Q110       Kate Hoey: I do not blame you for not necessarily wanting to meet the Chief Constable because the Chief Constable should be looking after stopping people doing some of the things that he suggested might happen if we do not—

Mr Lars Karlsson: I would love to talk to him, by the way. If you have his number I will be happy to call him.

Kate Hoey: I am not criticising you, if other people do. Thank you very much.

Q111       Chair: We seem to have been on a journey because Michel Barnier was dismissing a technical or systems-based solution to avoiding a so-called hard border in Ireland as magical thinking at one point. It was a very striking point. He is now talking about in-market solutions. Why do you think he has gone from “magical thinking” to “in-market solutions” in the space of a few months?

Mr Lars Karlsson: I would be speculating. I have not met Michel Barnier. I have seen him in meetings, but it is only speculation. I think we need to find a solution. Negotiations are always about finding solutions. I think the European Union wants to find a solution.
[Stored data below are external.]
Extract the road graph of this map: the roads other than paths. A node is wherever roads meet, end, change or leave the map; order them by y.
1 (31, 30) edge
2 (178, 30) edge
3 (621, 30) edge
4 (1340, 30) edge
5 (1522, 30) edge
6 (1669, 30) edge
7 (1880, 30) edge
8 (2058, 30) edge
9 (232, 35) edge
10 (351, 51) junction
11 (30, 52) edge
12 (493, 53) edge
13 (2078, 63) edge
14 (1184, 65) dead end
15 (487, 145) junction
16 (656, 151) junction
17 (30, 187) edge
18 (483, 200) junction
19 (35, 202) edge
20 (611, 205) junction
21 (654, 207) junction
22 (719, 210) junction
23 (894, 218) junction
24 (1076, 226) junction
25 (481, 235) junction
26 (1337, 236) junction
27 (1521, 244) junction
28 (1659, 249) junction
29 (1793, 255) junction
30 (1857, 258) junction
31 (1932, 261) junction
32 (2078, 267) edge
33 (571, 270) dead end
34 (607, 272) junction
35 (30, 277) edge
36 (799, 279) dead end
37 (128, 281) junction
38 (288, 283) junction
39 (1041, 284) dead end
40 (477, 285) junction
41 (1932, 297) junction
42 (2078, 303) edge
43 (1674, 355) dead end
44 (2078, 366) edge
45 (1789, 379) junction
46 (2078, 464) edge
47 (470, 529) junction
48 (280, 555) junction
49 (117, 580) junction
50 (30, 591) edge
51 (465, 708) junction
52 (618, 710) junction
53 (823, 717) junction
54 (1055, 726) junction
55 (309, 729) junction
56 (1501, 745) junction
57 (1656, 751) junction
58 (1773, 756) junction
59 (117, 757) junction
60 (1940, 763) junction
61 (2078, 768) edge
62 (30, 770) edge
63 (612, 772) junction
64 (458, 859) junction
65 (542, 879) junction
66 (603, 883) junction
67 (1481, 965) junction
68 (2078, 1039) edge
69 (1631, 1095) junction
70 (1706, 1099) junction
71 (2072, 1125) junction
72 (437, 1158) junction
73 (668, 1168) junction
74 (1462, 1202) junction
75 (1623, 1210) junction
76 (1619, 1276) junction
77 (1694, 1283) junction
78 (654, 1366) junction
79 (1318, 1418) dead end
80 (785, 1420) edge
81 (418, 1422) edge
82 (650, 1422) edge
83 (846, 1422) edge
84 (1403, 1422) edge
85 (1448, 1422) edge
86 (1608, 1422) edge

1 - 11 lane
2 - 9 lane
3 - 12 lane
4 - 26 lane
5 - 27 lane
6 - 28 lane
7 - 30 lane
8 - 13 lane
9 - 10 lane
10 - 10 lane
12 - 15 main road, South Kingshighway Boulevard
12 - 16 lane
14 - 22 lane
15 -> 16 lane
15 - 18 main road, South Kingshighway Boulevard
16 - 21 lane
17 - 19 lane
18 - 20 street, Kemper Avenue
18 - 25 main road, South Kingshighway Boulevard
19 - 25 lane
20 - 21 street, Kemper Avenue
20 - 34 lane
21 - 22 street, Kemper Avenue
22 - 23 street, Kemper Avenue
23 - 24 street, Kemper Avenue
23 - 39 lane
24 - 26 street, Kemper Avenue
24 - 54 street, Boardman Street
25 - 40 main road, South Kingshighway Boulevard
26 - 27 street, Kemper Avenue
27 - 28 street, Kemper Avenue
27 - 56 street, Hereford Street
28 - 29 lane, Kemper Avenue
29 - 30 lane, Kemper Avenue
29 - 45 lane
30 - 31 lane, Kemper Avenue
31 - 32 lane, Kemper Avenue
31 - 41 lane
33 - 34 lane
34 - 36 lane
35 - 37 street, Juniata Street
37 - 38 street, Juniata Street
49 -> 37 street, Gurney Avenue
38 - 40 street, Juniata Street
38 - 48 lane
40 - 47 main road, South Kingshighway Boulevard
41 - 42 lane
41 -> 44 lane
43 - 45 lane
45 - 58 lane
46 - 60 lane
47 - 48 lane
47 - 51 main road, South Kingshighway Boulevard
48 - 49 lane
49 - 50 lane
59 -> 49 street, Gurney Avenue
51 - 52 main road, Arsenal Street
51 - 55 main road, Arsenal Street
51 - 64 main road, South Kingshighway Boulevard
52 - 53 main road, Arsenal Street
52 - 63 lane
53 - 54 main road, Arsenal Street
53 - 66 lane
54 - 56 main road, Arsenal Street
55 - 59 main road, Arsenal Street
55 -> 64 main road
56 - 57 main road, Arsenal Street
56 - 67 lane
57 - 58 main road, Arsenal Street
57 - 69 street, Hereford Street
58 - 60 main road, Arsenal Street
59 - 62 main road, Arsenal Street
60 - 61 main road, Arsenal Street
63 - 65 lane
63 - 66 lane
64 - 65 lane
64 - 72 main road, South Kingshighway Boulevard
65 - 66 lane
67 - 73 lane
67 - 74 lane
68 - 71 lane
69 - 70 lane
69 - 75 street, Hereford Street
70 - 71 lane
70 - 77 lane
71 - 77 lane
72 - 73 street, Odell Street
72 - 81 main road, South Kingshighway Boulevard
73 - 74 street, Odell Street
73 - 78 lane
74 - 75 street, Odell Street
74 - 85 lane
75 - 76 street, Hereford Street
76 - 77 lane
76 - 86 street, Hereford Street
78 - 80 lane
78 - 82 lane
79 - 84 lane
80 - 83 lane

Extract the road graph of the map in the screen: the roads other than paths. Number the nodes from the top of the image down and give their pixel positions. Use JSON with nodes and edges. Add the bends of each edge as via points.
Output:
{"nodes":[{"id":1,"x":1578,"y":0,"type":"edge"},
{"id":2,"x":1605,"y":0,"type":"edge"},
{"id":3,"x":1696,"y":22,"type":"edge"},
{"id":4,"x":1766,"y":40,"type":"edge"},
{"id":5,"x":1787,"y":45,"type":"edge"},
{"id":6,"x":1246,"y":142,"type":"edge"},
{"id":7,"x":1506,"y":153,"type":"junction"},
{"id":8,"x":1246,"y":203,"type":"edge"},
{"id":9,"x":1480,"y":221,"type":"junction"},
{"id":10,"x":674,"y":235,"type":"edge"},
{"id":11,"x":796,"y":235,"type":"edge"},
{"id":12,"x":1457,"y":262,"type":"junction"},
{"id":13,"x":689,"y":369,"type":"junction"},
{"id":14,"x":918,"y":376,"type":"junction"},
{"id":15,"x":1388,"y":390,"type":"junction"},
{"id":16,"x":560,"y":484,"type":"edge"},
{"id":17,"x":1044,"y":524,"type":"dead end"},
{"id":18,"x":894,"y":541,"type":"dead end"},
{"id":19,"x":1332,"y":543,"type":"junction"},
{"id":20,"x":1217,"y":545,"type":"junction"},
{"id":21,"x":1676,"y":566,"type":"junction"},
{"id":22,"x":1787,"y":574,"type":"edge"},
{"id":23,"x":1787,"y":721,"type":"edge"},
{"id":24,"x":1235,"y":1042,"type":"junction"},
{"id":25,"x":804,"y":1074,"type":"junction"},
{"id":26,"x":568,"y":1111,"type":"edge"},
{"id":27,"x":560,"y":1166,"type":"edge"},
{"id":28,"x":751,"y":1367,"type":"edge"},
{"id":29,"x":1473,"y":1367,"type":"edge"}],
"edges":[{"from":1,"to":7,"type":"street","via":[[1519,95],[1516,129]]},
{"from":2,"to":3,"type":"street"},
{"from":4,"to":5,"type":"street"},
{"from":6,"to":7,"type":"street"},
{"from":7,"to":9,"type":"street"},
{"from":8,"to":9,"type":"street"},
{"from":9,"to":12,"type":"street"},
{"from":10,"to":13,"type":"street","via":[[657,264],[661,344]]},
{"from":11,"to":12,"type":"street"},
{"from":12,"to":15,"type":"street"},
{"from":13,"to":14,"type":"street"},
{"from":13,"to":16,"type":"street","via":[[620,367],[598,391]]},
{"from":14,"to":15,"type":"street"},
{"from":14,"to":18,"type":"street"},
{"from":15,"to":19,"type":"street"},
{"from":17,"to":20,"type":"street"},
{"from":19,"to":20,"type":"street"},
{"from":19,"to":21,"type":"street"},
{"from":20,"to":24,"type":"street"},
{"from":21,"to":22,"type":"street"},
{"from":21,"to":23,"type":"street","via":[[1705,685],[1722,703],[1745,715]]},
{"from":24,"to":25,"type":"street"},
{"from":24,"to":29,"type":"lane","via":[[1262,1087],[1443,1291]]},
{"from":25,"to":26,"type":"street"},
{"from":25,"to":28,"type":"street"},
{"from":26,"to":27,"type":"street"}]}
It is also talking to experts about what a solution could be and whether there is anything that could solve this deadlock or whatever it is and make it possible.

What it has moved towards is the fact that there could be one model and it would be simplified, facilitatedor whatever English word you would use, it is not my native language—in a specific requirement where there are other factors in place as well, where flexibility would be a part of a bigger deal. I am only speculating, but it would be my guess that he has been advised that some of these controls I have explained today can be done in different ways. If they are done in different ways it might open up this very difficult question.

Chair: Thank you. We have kept you for the best part of two hours. For one witness, that is a real marathon. Thank you so much for putting yourself to such an ordeal. What you have told us is extraordinarily valuable. We will certainly be reflecting very closely on what you have said to us and it will most definitely be informing the report we produce in due course, which will update the report we wrote in March. It has been inestimably useful to us. Thank you very much indeed for being with us today.

Mr Lars Karlsson: My pleasure, thank you very much.